Ce n'est cependant pas par ce recueil que nous y avons accédé, mais bien via L'Esprit des almanachs, analyse critique et raisonnée de tous les almanachs tant anciens que modernes, ouvrage publié en 1783 par Nicolas Le Camus de Mézières, qui les a recopiées (p. 181 pour celle-ci).

La chanson semble exprimer très anticipativement (c'est le moins qu'on puisse dire, dans cette société d'ordres qu'est la société d'Ancien Régime) le rêve si démocratique d'une société sans classes, où il n'y aurait ni maîtres ni valets ; en considérant, paradoxalement, comme un asservissement le fait de dépendre de serviteurs, il pousse à l'extrême l'idéal maçonnique d'égalité.

Et pourtant, il y a bien dans les Loges du XVIIIe des Frères servants. Mais, comme par une sorte de tour de passe-passe, et comme le dit la chanson, ils ne sont ici ni serviteurs ni valets, puisque ce sont des Frères.

Les Frères servants

Comme l'écrit Larudan dans Les Francs-Maçons écrasés :

Les frères servants sont les membres de la Société destinés à servir de domestiques aux autres, lorsqu'ils tiennent Loge et dans les choses qui regardent l'Ordre. On les appelle Frères, pour se conformer au système d'une égalité universelle, dont l'établissement est le grand but des Francs-Maçons - et pour marquer que s'ils ne sont employés qu'à des occupations serviles ou peu relevées, cela ne vient point d'aucun mépris que l'on ait pour eux, mais de la nécessité absolue des fonctions dont on les charge. 

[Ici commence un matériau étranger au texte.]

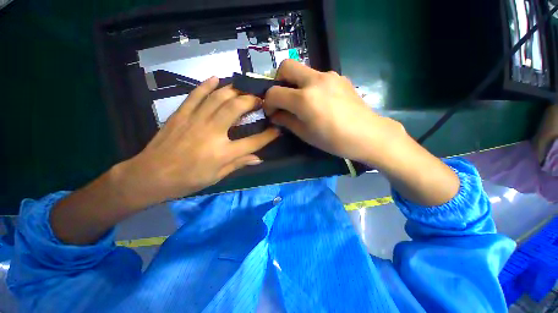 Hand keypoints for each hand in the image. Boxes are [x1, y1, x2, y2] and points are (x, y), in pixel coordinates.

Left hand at [119, 77, 279, 206]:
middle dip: (252, 101)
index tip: (278, 128)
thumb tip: (258, 159)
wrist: (150, 176)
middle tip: (261, 99)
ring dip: (235, 90)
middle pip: (236, 109)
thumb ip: (239, 164)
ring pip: (218, 98)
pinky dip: (206, 85)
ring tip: (245, 88)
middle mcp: (212, 133)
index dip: (268, 135)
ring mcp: (195, 121)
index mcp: (222, 153)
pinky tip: (217, 79)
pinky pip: (195, 95)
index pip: (253, 142)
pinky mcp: (181, 115)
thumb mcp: (217, 176)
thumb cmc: (188, 180)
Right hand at [264, 60, 402, 162]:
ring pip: (302, 70)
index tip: (271, 112)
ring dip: (295, 84)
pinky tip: (319, 101)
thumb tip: (275, 115)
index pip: (274, 92)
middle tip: (283, 98)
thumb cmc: (334, 140)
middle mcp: (315, 80)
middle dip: (278, 81)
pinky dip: (310, 85)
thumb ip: (286, 121)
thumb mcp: (305, 134)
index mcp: (304, 99)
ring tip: (303, 102)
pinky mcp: (339, 76)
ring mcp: (329, 75)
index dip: (268, 102)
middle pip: (286, 66)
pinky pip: (317, 76)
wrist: (368, 134) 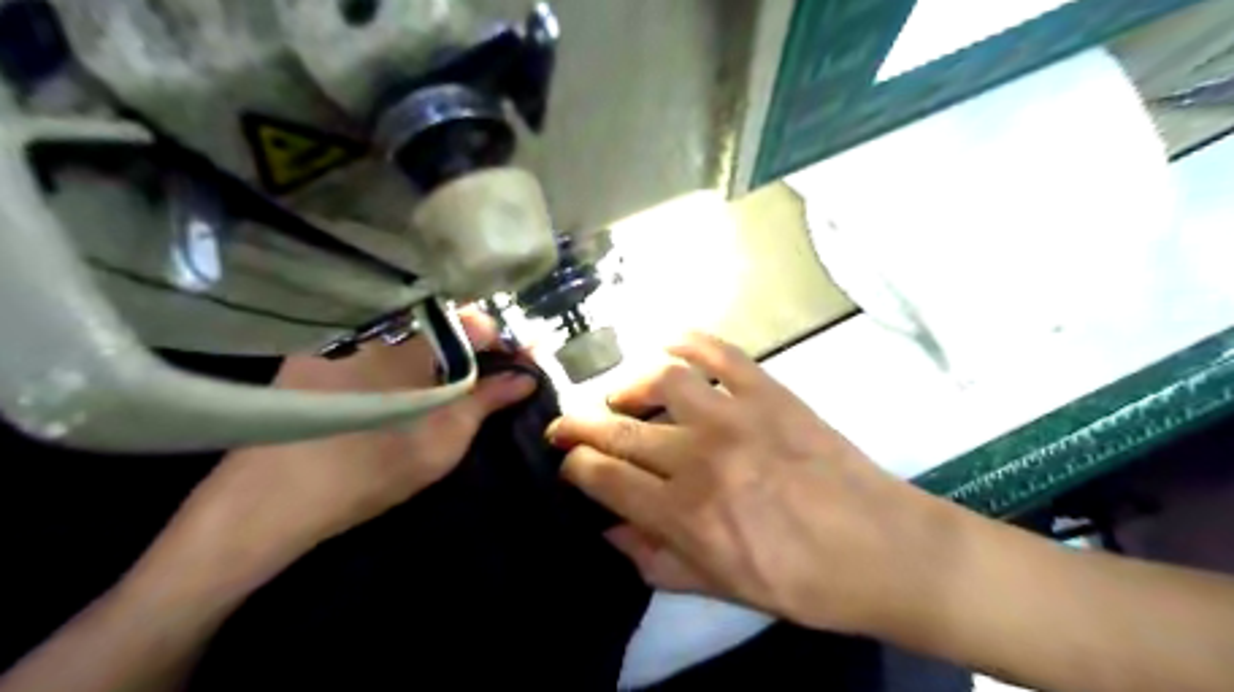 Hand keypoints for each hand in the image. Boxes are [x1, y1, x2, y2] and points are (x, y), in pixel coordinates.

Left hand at [166, 312, 531, 581]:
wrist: (270, 499)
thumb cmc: (371, 466)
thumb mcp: (445, 436)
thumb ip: (488, 399)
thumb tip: (526, 377)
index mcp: (415, 337)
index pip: (476, 322)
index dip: (506, 341)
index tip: (524, 362)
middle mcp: (380, 323)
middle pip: (444, 319)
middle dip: (477, 343)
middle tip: (497, 372)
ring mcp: (345, 333)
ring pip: (412, 328)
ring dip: (443, 347)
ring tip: (461, 376)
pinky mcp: (319, 349)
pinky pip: (379, 338)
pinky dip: (407, 352)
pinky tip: (410, 377)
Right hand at [554, 332, 946, 634]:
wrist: (883, 550)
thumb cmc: (802, 581)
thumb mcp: (721, 589)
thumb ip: (656, 560)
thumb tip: (609, 531)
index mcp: (685, 514)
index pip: (604, 477)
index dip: (575, 466)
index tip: (568, 462)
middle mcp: (699, 458)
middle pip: (619, 429)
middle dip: (579, 424)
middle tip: (565, 423)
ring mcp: (736, 416)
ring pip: (660, 379)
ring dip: (628, 383)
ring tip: (623, 395)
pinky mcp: (769, 392)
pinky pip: (718, 351)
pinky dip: (687, 339)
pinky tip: (668, 345) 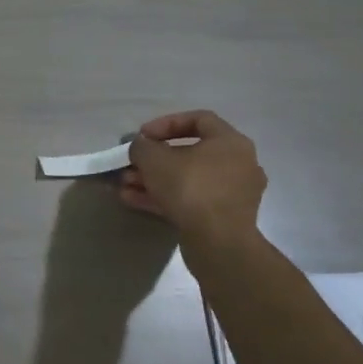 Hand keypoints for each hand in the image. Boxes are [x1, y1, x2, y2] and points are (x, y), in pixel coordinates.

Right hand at [118, 110, 266, 252]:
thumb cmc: (190, 188)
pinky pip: (190, 200)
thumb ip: (141, 146)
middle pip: (189, 153)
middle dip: (153, 159)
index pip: (198, 119)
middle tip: (130, 164)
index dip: (166, 123)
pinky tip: (132, 200)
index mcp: (230, 142)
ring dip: (153, 180)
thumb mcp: (154, 159)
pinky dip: (164, 198)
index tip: (143, 136)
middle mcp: (238, 164)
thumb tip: (139, 147)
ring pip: (186, 179)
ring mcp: (232, 194)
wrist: (219, 243)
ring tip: (124, 185)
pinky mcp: (223, 218)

Et, selon Pérau dans l'Ordre des francs-maçons trahi et Le secret des Mopses révélé (p. 74), dans les banquets - mais cela n'est certainement le cas que dans certaines Loges :

Chacun est servi par son Domestique, qui ne peut pourtant faire cette fonction que lorsqu’il est reçu Franc-Maçon. (NDLR : il est des Loges où cette réception s'effectue selon un rituel particulier, très différent de celui d'Apprenti, avec des signes, mots et attouchements distincts, dépourvu - comme dans les rituels d'Adoption - de toute référence aux outils de la construction, et exaltant comme seules valeurs morales les vertus fonctionnelles du service : obéissance et discrétion).

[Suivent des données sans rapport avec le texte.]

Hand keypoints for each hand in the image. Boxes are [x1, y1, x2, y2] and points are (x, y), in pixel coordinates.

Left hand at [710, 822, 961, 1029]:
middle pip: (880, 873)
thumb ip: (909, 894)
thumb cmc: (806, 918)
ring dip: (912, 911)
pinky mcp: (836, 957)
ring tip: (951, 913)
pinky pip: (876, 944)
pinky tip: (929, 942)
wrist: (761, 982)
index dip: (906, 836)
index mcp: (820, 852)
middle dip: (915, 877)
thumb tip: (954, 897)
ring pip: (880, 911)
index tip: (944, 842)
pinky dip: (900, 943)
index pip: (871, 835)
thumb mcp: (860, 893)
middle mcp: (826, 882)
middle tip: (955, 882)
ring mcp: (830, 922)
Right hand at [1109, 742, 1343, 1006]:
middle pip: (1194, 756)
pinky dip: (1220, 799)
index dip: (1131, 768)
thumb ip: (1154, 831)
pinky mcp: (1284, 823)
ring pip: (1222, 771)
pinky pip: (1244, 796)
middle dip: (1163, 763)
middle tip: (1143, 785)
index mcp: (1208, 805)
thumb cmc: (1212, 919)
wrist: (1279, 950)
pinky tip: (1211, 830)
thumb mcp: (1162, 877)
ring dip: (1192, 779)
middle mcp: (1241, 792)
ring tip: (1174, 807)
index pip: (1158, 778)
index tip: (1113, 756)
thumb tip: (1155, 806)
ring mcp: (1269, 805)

Mais cela n'empêche pas qu'ils soient effectivement considérés comme des Frères, puisque, même s'ils sont exclus des Travaux, ils sont invités à en partager la conclusion en se joignant à la Chaîne d'Union dans laquelle on chante le Cantique de Clôture. Episode que Ragon commente avec lyrisme :

de même que dans les fêtes de Saturne, où les esclaves partageaient les plaisirs de leurs maîtres et s'asseyaient à leur table, de même aussi, chez les Maçons, les servants viennent se mêler aux travaux des frères, et participer à cette santé générale, où chacun semble former un anneau de cette chaîne immense qui embrasse l'univers. Tableau touchant que la Maçonnerie offre seule à ses adeptes.

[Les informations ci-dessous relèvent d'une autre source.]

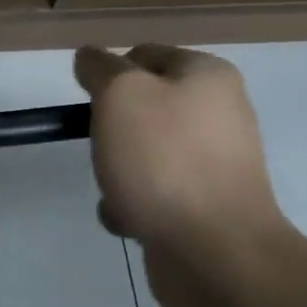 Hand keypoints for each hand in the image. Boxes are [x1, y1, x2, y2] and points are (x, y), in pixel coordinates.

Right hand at [74, 45, 298, 306]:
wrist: (214, 251)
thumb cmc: (164, 161)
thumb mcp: (121, 95)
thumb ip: (100, 68)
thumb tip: (90, 58)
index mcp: (206, 76)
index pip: (142, 55)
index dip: (108, 75)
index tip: (89, 106)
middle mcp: (217, 112)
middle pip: (140, 108)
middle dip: (110, 131)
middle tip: (104, 150)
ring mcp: (213, 162)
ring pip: (141, 153)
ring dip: (116, 172)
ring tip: (117, 192)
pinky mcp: (204, 204)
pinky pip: (152, 193)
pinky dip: (132, 206)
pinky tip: (130, 220) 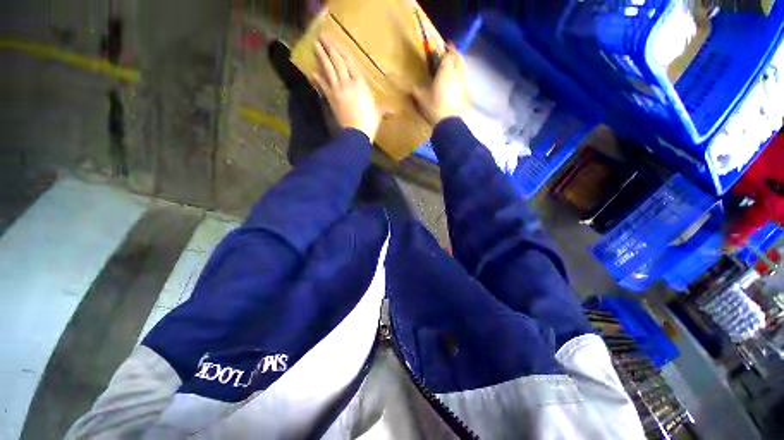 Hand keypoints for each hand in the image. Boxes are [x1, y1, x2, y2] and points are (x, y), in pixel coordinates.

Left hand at [312, 38, 382, 140]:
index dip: (343, 52)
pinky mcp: (331, 99)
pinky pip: (323, 86)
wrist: (356, 133)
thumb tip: (393, 112)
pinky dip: (318, 79)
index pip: (350, 63)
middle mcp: (347, 83)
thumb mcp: (378, 114)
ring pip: (328, 70)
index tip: (336, 42)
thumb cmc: (370, 122)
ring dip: (321, 57)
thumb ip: (383, 109)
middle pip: (337, 62)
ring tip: (315, 46)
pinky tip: (313, 73)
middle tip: (323, 37)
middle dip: (330, 48)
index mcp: (360, 84)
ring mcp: (337, 90)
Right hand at [412, 44, 468, 124]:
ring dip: (458, 65)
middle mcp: (457, 73)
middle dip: (455, 54)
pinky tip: (454, 83)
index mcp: (446, 70)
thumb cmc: (434, 106)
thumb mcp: (422, 98)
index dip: (447, 49)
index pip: (449, 54)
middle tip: (449, 55)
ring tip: (452, 68)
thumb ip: (417, 90)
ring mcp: (463, 83)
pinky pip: (463, 79)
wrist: (448, 121)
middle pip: (459, 58)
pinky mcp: (466, 93)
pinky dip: (460, 77)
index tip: (443, 47)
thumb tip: (412, 87)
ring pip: (463, 68) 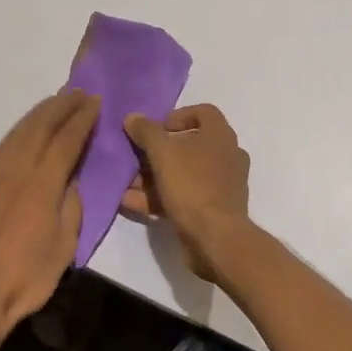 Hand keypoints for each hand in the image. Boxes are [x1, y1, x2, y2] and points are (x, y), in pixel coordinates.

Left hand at [0, 90, 98, 350]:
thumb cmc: (27, 276)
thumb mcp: (64, 244)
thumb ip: (71, 204)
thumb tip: (72, 179)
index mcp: (42, 183)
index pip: (66, 139)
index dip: (82, 118)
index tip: (95, 101)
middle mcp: (16, 169)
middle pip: (41, 126)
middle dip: (61, 106)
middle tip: (78, 92)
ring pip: (19, 131)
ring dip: (40, 113)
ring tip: (56, 101)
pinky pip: (4, 145)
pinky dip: (21, 129)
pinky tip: (27, 129)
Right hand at [121, 104, 251, 278]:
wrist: (215, 237)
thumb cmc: (192, 184)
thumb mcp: (163, 152)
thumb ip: (146, 132)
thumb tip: (133, 117)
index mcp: (220, 135)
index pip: (204, 112)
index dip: (178, 116)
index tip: (156, 129)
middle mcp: (225, 156)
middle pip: (189, 145)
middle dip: (158, 151)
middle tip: (135, 157)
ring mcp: (221, 184)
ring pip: (183, 173)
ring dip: (153, 176)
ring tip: (126, 183)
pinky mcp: (212, 209)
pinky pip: (183, 196)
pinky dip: (159, 197)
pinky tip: (130, 202)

On peut trouver deux articles plus complets sur les Frères servants :

  • dans les Annales du Cercle d’Etudes Trigonum Coronatum, n° 9, 2001 : De la pseudo-initiation de Papageno aux paradoxes des Frères servants et de l’inégalité en Loge

  • dans les Cahiers d’Occitanie du Cercle Villard de Honnecourt de la GLNF, n° 36, juin 2005 : La pseudo-initiation de Papageno dans la Flûte Enchantée et le paradoxe des Frères servants.

DANS NOS REPAS POINT DE VALETS.

Air : La feuille à l'envers.

SI l'on a quelque grace à rendre
Aux immortels pour des bienfaits,
C'est pour celui de ne dépendre
D'aucuns serviteurs ni valets.
Heureux l'homme qu'un sort propice
A ce joug n'a point asservi !
Gagner quelqu'un à son service,
C'est acheter un ennemi.

Voir ici sur l'air La feuille à l'envers.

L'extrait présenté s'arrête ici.